== TASK INPUTS ==
################

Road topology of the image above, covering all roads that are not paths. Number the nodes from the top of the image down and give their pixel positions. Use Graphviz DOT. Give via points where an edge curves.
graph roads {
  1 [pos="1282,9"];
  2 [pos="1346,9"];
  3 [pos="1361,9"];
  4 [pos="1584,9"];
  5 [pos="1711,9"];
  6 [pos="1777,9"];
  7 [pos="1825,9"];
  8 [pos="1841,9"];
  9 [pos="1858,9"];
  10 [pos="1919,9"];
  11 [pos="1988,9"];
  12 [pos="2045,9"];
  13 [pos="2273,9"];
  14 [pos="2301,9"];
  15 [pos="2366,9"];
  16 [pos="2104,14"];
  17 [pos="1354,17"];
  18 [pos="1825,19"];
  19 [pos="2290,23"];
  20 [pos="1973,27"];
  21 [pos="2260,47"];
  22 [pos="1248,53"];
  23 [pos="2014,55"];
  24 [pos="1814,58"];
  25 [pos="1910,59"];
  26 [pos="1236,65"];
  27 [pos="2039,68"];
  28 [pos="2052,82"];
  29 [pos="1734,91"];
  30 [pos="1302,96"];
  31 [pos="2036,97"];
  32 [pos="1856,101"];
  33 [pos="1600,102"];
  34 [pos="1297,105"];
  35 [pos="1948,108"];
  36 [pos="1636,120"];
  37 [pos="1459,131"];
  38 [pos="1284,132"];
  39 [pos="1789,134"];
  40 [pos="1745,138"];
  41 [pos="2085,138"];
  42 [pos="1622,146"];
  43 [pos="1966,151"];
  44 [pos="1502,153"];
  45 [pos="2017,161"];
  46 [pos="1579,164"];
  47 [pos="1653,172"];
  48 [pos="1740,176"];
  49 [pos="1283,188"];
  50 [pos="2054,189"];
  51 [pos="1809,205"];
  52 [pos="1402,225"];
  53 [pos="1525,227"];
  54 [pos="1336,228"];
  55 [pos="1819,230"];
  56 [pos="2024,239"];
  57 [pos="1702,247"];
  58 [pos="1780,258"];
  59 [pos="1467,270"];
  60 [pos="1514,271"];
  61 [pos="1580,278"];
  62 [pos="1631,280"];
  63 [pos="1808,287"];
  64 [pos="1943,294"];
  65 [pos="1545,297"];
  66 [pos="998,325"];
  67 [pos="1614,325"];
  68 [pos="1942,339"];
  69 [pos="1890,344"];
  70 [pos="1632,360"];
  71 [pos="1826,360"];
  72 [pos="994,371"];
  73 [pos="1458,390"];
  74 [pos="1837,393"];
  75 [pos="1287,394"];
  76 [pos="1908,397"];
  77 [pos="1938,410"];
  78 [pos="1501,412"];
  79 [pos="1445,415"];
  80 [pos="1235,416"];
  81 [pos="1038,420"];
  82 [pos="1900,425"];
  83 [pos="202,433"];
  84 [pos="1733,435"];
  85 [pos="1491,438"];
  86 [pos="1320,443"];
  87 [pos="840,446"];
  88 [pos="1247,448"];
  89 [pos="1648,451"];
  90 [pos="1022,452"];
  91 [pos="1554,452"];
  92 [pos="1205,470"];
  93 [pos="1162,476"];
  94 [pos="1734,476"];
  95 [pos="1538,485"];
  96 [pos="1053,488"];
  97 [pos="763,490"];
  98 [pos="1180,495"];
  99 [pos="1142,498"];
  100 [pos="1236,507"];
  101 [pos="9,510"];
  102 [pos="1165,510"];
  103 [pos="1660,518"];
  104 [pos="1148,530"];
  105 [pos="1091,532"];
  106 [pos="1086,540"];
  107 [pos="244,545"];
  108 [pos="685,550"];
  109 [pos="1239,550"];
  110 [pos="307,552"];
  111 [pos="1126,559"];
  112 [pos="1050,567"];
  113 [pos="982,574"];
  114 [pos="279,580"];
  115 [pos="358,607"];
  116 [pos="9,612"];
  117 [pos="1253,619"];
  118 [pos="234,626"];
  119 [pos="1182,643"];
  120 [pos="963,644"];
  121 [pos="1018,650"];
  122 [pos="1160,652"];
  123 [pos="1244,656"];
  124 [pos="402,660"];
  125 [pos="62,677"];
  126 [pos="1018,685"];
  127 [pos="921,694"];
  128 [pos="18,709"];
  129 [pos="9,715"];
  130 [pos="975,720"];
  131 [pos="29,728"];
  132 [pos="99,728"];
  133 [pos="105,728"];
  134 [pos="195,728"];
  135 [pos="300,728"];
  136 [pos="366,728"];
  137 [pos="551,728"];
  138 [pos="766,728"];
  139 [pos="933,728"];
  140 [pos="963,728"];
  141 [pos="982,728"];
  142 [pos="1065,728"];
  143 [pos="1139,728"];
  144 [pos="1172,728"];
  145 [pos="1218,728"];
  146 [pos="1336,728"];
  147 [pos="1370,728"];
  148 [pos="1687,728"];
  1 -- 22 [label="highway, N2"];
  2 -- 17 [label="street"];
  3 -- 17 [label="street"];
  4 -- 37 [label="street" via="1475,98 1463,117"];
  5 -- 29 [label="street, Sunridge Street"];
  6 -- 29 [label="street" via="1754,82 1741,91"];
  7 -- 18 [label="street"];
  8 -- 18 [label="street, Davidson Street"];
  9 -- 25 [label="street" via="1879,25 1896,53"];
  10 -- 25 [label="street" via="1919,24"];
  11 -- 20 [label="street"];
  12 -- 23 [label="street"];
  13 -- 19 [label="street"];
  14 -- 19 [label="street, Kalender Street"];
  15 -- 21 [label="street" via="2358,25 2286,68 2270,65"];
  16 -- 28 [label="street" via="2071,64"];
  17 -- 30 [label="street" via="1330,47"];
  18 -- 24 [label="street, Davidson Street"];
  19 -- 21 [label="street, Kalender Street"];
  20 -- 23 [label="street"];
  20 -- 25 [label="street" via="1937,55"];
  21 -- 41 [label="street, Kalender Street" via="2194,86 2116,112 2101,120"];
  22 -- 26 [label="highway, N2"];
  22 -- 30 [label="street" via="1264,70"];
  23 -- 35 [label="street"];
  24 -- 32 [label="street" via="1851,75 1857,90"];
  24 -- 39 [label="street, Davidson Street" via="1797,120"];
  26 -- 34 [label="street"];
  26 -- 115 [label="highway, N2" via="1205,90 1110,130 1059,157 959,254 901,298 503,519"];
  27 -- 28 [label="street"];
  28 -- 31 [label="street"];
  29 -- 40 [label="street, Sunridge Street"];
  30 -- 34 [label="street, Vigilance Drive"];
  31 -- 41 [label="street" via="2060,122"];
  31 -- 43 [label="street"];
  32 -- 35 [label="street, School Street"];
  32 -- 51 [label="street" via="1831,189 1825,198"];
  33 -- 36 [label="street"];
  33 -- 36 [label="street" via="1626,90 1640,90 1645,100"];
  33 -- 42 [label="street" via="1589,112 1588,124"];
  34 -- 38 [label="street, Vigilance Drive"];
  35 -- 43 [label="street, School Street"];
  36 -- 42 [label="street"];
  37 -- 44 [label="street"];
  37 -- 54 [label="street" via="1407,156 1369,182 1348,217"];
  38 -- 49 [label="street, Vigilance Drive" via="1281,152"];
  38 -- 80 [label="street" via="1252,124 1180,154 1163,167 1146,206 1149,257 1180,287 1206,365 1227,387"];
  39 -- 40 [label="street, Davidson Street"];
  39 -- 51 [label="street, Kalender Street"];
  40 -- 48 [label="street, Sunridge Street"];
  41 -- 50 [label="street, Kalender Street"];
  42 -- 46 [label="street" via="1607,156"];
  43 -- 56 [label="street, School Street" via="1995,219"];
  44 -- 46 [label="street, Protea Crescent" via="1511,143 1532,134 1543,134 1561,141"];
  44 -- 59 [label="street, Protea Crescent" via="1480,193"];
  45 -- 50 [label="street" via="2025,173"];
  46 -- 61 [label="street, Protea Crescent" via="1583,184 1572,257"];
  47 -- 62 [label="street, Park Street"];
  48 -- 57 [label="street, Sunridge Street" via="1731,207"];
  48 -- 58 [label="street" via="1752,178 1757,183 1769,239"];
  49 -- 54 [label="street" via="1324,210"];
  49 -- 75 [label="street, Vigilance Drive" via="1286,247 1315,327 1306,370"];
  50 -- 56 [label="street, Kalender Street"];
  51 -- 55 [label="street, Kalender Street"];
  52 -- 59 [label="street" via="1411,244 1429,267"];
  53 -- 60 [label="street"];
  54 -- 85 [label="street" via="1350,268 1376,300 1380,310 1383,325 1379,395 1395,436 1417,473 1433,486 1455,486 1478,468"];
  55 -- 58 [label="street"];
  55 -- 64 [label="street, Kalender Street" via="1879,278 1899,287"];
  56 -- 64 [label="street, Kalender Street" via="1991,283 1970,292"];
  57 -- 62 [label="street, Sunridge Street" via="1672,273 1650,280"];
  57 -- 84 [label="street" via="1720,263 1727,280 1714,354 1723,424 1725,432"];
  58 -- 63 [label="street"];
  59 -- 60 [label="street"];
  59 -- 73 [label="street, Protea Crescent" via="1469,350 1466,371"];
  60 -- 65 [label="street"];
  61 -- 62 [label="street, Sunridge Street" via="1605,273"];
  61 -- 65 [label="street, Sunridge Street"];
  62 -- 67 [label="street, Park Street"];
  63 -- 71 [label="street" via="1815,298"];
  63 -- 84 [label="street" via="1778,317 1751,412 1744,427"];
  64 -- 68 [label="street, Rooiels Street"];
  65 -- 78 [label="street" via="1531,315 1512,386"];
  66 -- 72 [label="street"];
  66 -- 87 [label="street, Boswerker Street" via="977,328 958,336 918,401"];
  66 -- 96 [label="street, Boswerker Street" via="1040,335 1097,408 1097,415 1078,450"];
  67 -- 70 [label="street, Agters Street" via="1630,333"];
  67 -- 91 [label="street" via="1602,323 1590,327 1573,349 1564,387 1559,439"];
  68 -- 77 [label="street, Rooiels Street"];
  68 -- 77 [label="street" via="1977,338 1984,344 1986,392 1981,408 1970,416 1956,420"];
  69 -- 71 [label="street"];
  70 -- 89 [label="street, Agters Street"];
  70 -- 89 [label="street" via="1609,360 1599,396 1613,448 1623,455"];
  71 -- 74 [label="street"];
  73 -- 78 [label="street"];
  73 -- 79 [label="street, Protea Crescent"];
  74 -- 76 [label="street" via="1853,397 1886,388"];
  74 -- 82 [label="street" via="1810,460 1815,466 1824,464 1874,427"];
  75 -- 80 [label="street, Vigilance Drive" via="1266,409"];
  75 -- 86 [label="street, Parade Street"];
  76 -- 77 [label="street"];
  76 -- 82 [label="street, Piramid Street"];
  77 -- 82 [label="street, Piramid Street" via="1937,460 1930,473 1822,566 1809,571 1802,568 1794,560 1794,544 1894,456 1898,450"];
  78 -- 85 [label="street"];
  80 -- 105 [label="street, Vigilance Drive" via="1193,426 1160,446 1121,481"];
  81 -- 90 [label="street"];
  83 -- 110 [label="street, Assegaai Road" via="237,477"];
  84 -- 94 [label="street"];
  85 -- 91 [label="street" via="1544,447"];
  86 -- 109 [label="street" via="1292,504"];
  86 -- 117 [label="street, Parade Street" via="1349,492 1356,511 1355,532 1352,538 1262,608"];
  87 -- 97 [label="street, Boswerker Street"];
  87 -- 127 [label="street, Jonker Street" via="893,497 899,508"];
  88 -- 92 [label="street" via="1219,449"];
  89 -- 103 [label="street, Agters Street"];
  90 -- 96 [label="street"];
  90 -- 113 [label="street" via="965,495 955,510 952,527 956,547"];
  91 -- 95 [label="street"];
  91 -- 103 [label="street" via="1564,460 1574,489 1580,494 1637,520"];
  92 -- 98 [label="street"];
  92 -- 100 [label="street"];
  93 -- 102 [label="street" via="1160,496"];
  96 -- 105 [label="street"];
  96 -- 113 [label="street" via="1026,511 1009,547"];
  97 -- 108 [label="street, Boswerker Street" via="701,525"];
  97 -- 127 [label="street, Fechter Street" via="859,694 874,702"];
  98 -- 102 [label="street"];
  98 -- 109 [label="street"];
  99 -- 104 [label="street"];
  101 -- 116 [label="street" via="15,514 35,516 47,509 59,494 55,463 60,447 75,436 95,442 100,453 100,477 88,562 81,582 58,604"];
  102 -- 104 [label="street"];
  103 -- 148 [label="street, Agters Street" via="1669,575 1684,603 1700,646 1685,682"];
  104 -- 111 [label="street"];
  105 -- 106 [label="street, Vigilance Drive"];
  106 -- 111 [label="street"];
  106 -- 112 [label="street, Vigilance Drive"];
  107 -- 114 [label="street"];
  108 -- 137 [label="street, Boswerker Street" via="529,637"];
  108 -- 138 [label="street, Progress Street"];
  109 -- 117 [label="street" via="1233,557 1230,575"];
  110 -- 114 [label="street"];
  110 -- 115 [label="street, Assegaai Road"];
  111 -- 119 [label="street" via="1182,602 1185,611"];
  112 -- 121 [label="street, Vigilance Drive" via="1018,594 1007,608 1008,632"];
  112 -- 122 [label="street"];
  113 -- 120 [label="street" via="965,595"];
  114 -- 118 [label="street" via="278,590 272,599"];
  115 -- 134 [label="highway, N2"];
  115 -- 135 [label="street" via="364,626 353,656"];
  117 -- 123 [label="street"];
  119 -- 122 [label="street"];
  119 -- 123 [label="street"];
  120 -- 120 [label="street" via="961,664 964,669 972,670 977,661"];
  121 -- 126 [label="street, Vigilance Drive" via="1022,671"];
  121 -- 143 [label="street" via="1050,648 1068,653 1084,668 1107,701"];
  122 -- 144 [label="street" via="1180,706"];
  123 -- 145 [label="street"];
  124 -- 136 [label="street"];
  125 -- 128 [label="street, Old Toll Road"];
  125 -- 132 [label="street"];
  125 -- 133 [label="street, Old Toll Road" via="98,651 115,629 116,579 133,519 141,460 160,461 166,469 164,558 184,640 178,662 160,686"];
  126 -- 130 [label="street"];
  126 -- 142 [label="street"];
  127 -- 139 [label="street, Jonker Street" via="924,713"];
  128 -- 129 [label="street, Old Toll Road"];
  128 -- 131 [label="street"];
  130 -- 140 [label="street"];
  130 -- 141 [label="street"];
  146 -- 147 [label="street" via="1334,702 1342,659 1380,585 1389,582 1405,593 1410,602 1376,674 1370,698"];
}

################

== WHAT NEEDS TO BE DONE ==
The records are given above. Copy each line in them that holds "Protea".

== TASK RESULT ==
  44 -- 46 [label="street, Protea Crescent" via="1511,143 1532,134 1543,134 1561,141"];
  44 -- 59 [label="street, Protea Crescent" via="1480,193"];
  46 -- 61 [label="street, Protea Crescent" via="1583,184 1572,257"];
  59 -- 73 [label="street, Protea Crescent" via="1469,350 1466,371"];
  73 -- 79 [label="street, Protea Crescent"];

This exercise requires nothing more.